Java Thread Affinity support for ExecutorService

Overview

The Java Thread Affinity version 1.4.1 library has support for the concurrency library through an AffinityThreadFactory.

This follows my previous article on HyperThreading support in the library which give mroe detail on what it does and how it works.

Example

In the AffinityThreadFactoryMain example,
private static final ExecutorService ES = Executors.newFixedThreadPool(4,
        new AffinityThreadFactory("bg", SAME_CORE, DIFFERENT_SOCKET, ANY));

public static void main(String... args) throws InterruptedException {
    for (int i = 0; i < 12; i++)
        ES.submit(new Callable() {
            @Override
            public Void call() throws InterruptedException {
                Thread.sleep(100);
                return null;
            }
        });
    Thread.sleep(200);
    System.out.println("\nThe assignment of CPUs is\n" + AffinityLock.dumpLocks());
    ES.shutdown();
    ES.awaitTermination(1, TimeUnit.SECONDS);
}

by changing the ThreadFactory, you can decide how threads in the factory should be laid out. The default behaviour is to allocate from highest CPU id to lowest, however by changing the AffinityStrategy you can make it try to minimise the number of cores it uses.
Assigning cpu 7 to Thread[bg,5,main]
Assigning cpu 6 to Thread[bg-2,5,main]
Assigning cpu 3 to Thread[bg-3,5,main]
Assigning cpu 2 to Thread[bg-4,5,main]

The assignment of CPUs is
0: General use CPU
1: General use CPU
2: Thread[bg-4,5,main] alive=true
3: Thread[bg-3,5,main] alive=true
4: General use CPU
5: General use CPU
6: Thread[bg-2,5,main] alive=true
7: Thread[bg,5,main] alive=true

Releasing cpu 7 from Thread[bg,5,main]
Releasing cpu 6 from Thread[bg-2,5,main]
Releasing cpu 3 from Thread[bg-3,5,main]
Releasing cpu 2 from Thread[bg-4,5,main]
In this case, the second thread is allocated to the SAME_CORE as the first, the third cannot get one on the same core so it tries to get on on a DIFFERENT_SOCKET, but there is only one so it takes ANY available core which can be reserved.

Related topics

Java Thread Affinity support for hyper threading.
Java Thread Affinity supports groups of threads.
Thread Affinity library for Java supports JNA
Thread Affinity library for Java.

Comments

  1. I wonder if it makes sense to use this library for testing the thread-safety of mutable shared objects. I use ExecutorService for this purpose, but I suppose by default the JVM will just evenly distribute new Threads across cores and so I only get deterministic results. Now to improve the testing, I'ld like to distribute the threads in a truly random way. Does it make sense to use this library for such a purpose?

    ReplyDelete
  2. You are right that more determinism, while helping performance, doesn't help detecting race conditions. I have found recently that a test which consistently breaks without this library shows no error when it is used.

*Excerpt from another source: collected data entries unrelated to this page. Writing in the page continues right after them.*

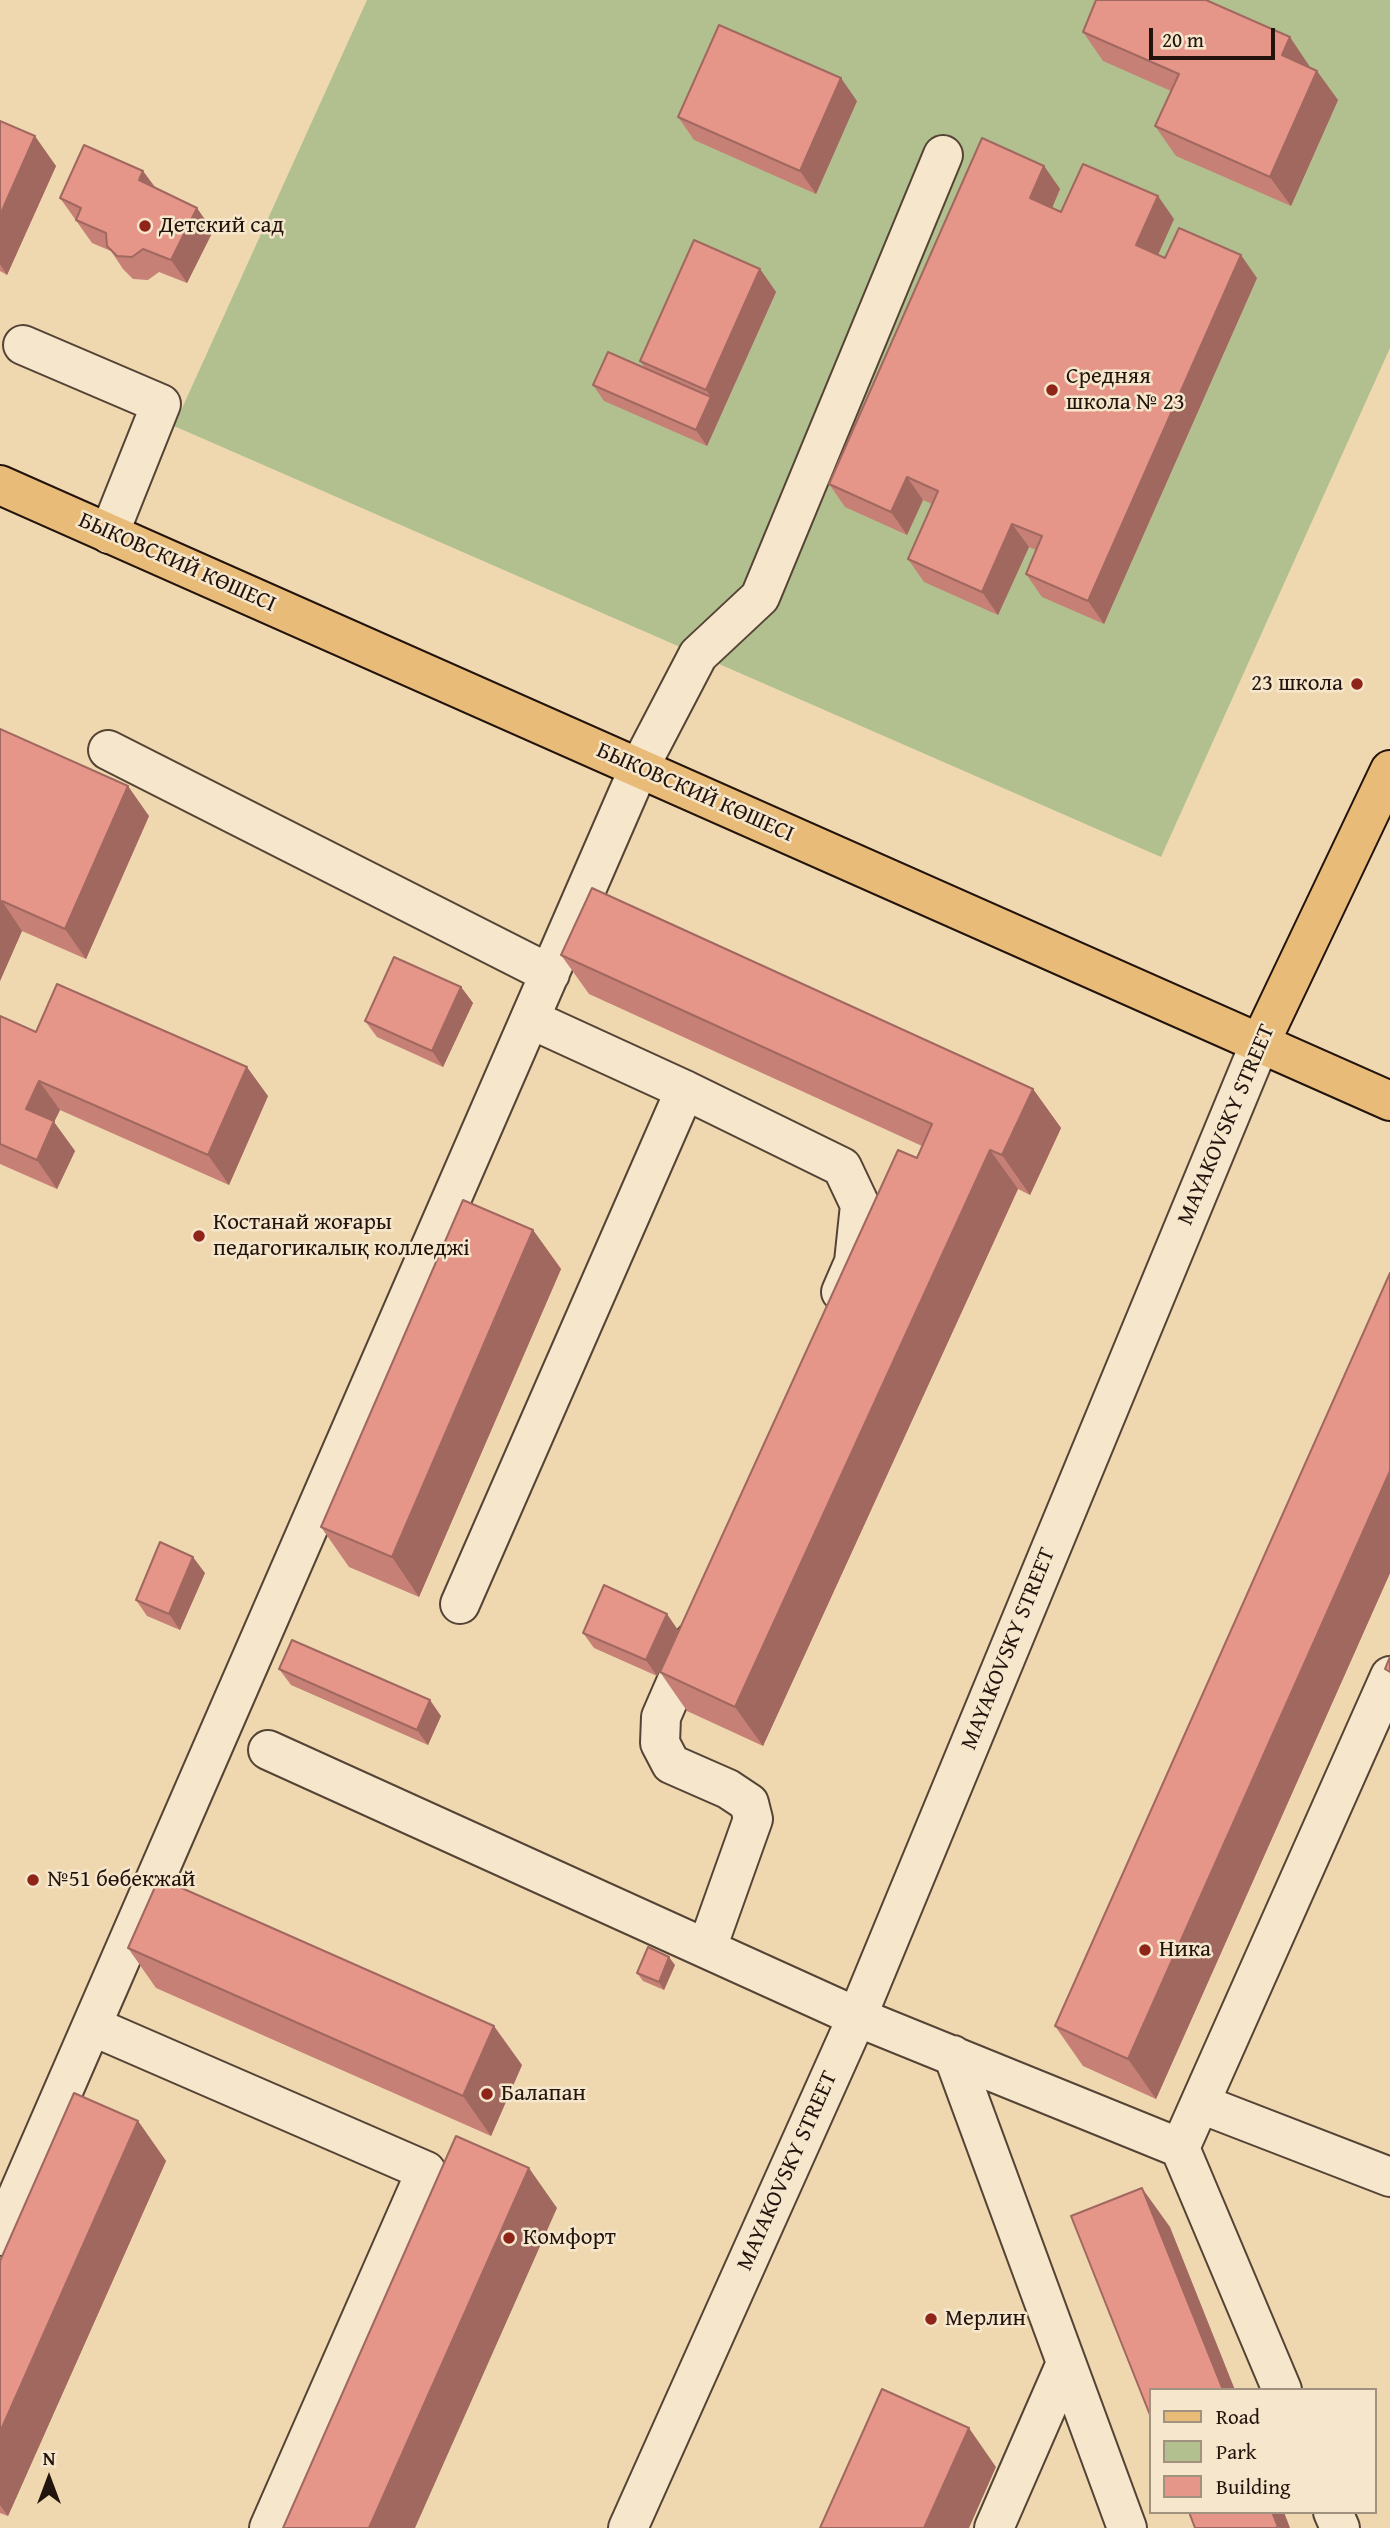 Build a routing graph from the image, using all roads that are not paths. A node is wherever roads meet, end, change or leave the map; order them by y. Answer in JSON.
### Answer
{"nodes":[{"id":1,"x":943,"y":155,"type":"dead end"},
{"id":2,"x":23,"y":345,"type":"dead end"},
{"id":3,"x":0,"y":485,"type":"edge"},
{"id":4,"x":109,"y":534,"type":"junction"},
{"id":5,"x":108,"y":750,"type":"dead end"},
{"id":6,"x":639,"y":768,"type":"junction"},
{"id":7,"x":1390,"y":770,"type":"edge"},
{"id":8,"x":550,"y":974,"type":"junction"},
{"id":9,"x":530,"y":1019,"type":"junction"},
{"id":10,"x":1260,"y":1043,"type":"junction"},
{"id":11,"x":685,"y":1090,"type":"junction"},
{"id":12,"x":1390,"y":1101,"type":"edge"},
{"id":13,"x":827,"y":1326,"type":"edge"},
{"id":14,"x":460,"y":1604,"type":"dead end"},
{"id":15,"x":708,"y":1608,"type":"edge"},
{"id":16,"x":1390,"y":1676,"type":"edge"},
{"id":17,"x":268,"y":1750,"type":"dead end"},
{"id":18,"x":707,"y":1948,"type":"junction"},
{"id":19,"x":857,"y":2017,"type":"junction"},
{"id":20,"x":92,"y":2026,"type":"junction"},
{"id":21,"x":953,"y":2055,"type":"junction"},
{"id":22,"x":1200,"y":2104,"type":"junction"},
{"id":23,"x":1180,"y":2148,"type":"junction"},
{"id":24,"x":1390,"y":2177,"type":"edge"},
{"id":25,"x":0,"y":2236,"type":"edge"},
{"id":26,"x":1066,"y":2363,"type":"junction"},
{"id":27,"x":1281,"y":2388,"type":"edge"},
{"id":28,"x":269,"y":2528,"type":"edge"},
{"id":29,"x":628,"y":2528,"type":"edge"},
{"id":30,"x":993,"y":2528,"type":"edge"},
{"id":31,"x":1127,"y":2528,"type":"edge"}],
"edges":[{"from":1,"to":6,"type":"street"},
{"from":2,"to":4,"type":"street"},
{"from":3,"to":4,"type":"main road","name":"БЫКОВСКИЙ КӨШЕСІ"},
{"from":4,"to":6,"type":"main road","name":"БЫКОВСКИЙ КӨШЕСІ"},
{"from":5,"to":8,"type":"street"},
{"from":6,"to":8,"type":"street"},
{"from":6,"to":10,"type":"main road","name":"БЫКОВСКИЙ КӨШЕСІ"},
{"from":7,"to":10,"type":"main road","name":"MAYAKOVSKY STREET"},
{"from":8,"to":9,"type":"street"},
{"from":9,"to":11,"type":"street"},
{"from":9,"to":20,"type":"street"},
{"from":10,"to":12,"type":"main road","name":"БЫКОВСКИЙ КӨШЕСІ"},
{"from":10,"to":19,"type":"street","name":"MAYAKOVSKY STREET"},
{"from":11,"to":13,"type":"street"},
{"from":11,"to":14,"type":"street"},
{"from":15,"to":18,"type":"street"},
{"from":16,"to":22,"type":"street"},
{"from":17,"to":18,"type":"street"},
{"from":18,"to":19,"type":"street"},
{"from":19,"to":21,"type":"street"},
{"from":19,"to":29,"type":"street","name":"MAYAKOVSKY STREET"},
{"from":20,"to":25,"type":"street"},
{"from":20,"to":28,"type":"street"},
{"from":21,"to":23,"type":"street"},
{"from":21,"to":26,"type":"street"},
{"from":22,"to":23,"type":"street"},
{"from":22,"to":24,"type":"street"},
{"from":23,"to":27,"type":"street"},
{"from":26,"to":30,"type":"street"},
{"from":26,"to":31,"type":"street"}]}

    You could use this library with some variation to allow this, to force all the threads onto one core or thread to test under the worst possible configuration.

    I would start with what you believe might be the API for pseudo random (perhaps with a seed), or sub-optimal assignment and add an Issue to the project.

    ReplyDelete
  3. Thanks for your reply. Rethinking this, I don't think it makes sense to use this library for testing racing conditions. The default behavior of the JRE is to evenly distribute threads which is what I want to test if my classes work in the worst possible environment.

    ReplyDelete
  4. I would have though the worst possible situation is where all the thread are competing for the small number of resources e.g. one or two core.

    If you let the OS use all possible CPUs it doesn't a reasonably good job, but it may not indicate how your application behaves on a machine with less resources.

    ReplyDelete
  5. Well, I am not a hardware expert, but I think this would only be bad for performance. In terms of robustness however, I think the worst situation is an even distribution of threads across cores because then a lot of cache memory synchronization needs to be done when sharing mutable objects on the heap.

    Now my only concern is that while the standard algorithm in the JRE should do an even distribution, it might do so totally deterministic. That means although my test suite runs with flying colors on my system, it may fail on any other system.

    I think I'll give it a try and see what happens when I completely randomize the distribution in a non-deterministic fashion with a SecureRandom. This might require me some time however.

    ReplyDelete
  6. You will get far less performance running multi-threaded code on a few CPU then running it on all cpus.

    The JRE doesn't decide what runs when, its the OS which does this. You are right that code which is not thread safe can run fine on one platform (version of Java, OS, hardware) but fail on another.

    I imagine that using SecureRandom could slow down your application significantly. Even using Random could impact your results.